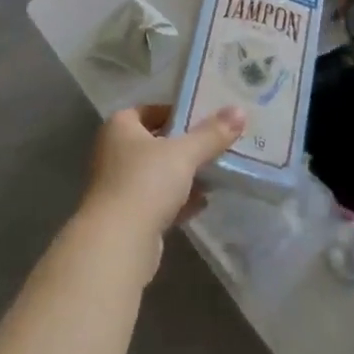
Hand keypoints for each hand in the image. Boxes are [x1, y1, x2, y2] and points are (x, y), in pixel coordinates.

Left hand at [81, 102, 245, 254]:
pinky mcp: (126, 217)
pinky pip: (156, 201)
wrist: (117, 243)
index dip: (175, 112)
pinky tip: (202, 204)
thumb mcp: (184, 153)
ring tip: (214, 175)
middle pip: (155, 143)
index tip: (203, 119)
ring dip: (182, 176)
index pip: (149, 110)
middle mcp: (113, 152)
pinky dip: (177, 201)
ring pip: (156, 174)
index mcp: (119, 127)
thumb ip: (211, 134)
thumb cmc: (146, 182)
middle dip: (184, 147)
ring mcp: (118, 186)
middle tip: (214, 146)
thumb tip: (239, 111)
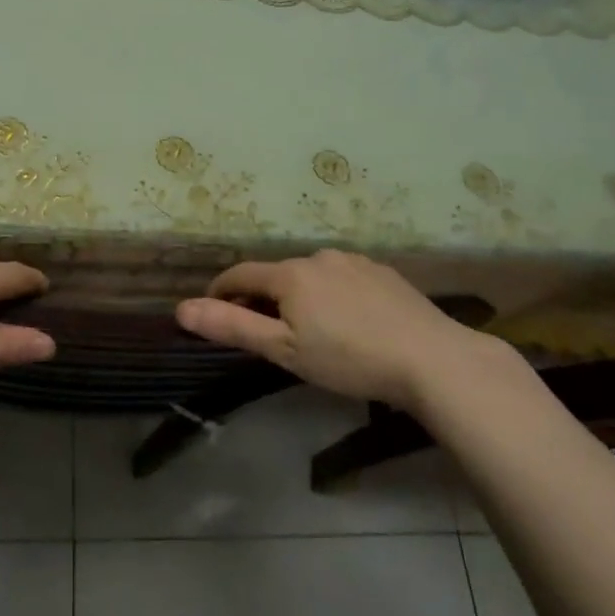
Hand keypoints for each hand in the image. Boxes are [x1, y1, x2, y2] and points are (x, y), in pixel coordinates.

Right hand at [177, 249, 497, 406]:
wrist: (432, 359)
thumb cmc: (348, 358)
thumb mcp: (284, 350)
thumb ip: (233, 326)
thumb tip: (182, 309)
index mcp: (290, 273)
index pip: (240, 274)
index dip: (221, 292)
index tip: (213, 311)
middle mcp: (318, 257)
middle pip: (278, 274)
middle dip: (264, 298)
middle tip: (268, 334)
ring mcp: (355, 261)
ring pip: (313, 276)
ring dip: (301, 296)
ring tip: (312, 331)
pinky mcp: (384, 272)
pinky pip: (344, 279)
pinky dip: (334, 295)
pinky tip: (351, 322)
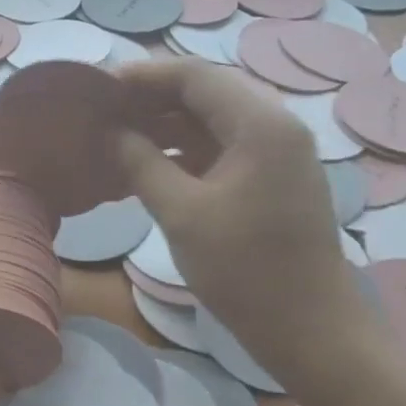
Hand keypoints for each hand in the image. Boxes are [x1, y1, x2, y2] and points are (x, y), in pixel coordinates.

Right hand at [115, 59, 375, 389]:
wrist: (310, 329)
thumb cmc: (245, 270)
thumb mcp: (181, 213)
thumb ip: (140, 163)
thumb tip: (109, 131)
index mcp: (260, 125)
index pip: (194, 76)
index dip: (142, 77)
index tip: (95, 87)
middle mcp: (273, 127)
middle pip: (203, 94)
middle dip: (149, 99)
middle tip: (100, 112)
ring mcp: (275, 154)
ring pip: (210, 122)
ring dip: (163, 126)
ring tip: (114, 137)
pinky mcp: (269, 180)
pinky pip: (219, 149)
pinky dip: (181, 151)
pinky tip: (145, 165)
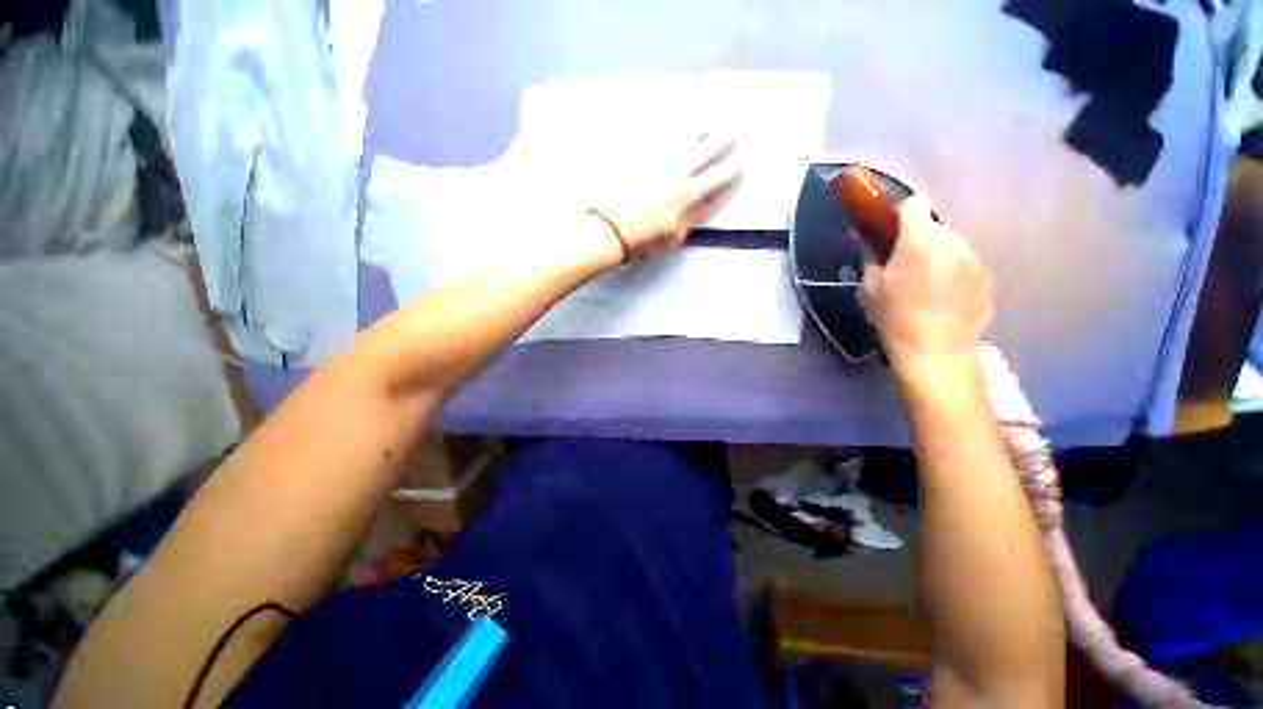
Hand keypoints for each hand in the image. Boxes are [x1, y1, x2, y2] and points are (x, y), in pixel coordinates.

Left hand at [590, 133, 740, 255]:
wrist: (612, 228)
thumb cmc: (643, 236)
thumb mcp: (674, 232)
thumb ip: (696, 214)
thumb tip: (714, 197)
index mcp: (687, 195)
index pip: (718, 177)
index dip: (732, 167)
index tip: (740, 161)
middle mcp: (677, 173)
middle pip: (707, 149)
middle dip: (724, 140)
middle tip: (733, 133)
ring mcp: (658, 161)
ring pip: (686, 136)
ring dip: (700, 128)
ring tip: (708, 122)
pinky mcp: (640, 155)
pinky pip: (658, 134)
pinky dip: (669, 126)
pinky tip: (675, 120)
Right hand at [860, 194, 993, 369]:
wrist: (935, 350)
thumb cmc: (893, 316)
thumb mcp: (870, 285)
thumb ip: (869, 254)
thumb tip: (862, 234)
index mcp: (920, 239)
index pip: (915, 203)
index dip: (900, 213)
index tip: (890, 232)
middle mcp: (953, 240)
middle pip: (933, 225)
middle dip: (918, 237)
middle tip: (903, 264)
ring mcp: (974, 257)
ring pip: (951, 243)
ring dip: (936, 253)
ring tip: (924, 284)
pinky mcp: (987, 276)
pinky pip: (965, 261)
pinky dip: (953, 270)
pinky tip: (943, 296)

EXERCISE INSTRUCTIONS:
Please set down, exactly and with no pictures, the lines in the entries above starting at the one holding "middle pip: (155, 143)" and ending at the one holding "middle dip: (724, 140)", ends included.

EXERCISE RESPONSE:
middle pip: (155, 143)
index tip: (203, 119)
ring dip: (182, 176)
index pip: (149, 110)
middle mcp: (113, 152)
pinky dip: (177, 201)
ring pip: (156, 174)
index mcp: (119, 127)
thumb ip: (211, 134)
thumb cmc: (146, 182)
middle dip: (184, 147)
ring mcp: (118, 186)
middle tip: (214, 146)
thumb tip: (239, 111)
Hand keypoints for each hand in the image. Boxes are [x1, y1, x2, y2] and points are (x, y), in pixel coordinates.

Right hand at [177, 249, 497, 406]:
wrist: (432, 359)
thumb cmc: (348, 358)
thumb mcp: (284, 350)
thumb ip: (233, 326)
thumb tip: (182, 309)
index mcp: (290, 273)
index pip: (240, 274)
index dip: (221, 292)
index tip: (213, 311)
middle mcp: (318, 257)
middle pip: (278, 274)
middle dip: (264, 298)
middle tip: (268, 334)
ring mcp: (355, 261)
ring pip: (313, 276)
ring dip: (301, 296)
ring tip: (312, 331)
pinky mcp: (384, 272)
pinky pip: (344, 279)
pinky dip: (334, 295)
pinky tip: (351, 322)
Hand keypoints for each hand in the image. Boxes are [x1, y1, x2, y2] and points are (x, y), in pixel coordinates.

Right hand at [115, 59, 375, 389]:
wrist: (310, 329)
thumb cmc: (245, 270)
thumb mcp: (181, 213)
thumb ip: (140, 163)
thumb tip: (109, 131)
index mcp: (260, 125)
index pip: (194, 76)
index dip: (142, 77)
index tip: (95, 87)
middle mcp: (273, 127)
middle pip: (203, 94)
middle dip: (149, 99)
middle tip: (100, 112)
ring mcp: (275, 154)
ring pip: (210, 122)
ring dip: (163, 126)
ring tip: (114, 137)
pinky mcp: (269, 180)
pinky pip: (219, 149)
pinky dip: (181, 151)
pinky tip: (145, 165)
Hand keypoints for each hand in the image. Boxes are [x1, y1, x2, y2] and points are (x, y), in pixel coordinates.

Left hand at [590, 133, 740, 255]:
wrist: (612, 228)
thumb cmc: (643, 236)
thumb mcp: (674, 232)
thumb ip: (696, 214)
thumb tip: (714, 197)
index mcp: (687, 195)
index pip: (718, 177)
index dip: (732, 167)
index tip: (740, 161)
middle mcp: (677, 173)
middle pip: (707, 149)
middle dip: (724, 140)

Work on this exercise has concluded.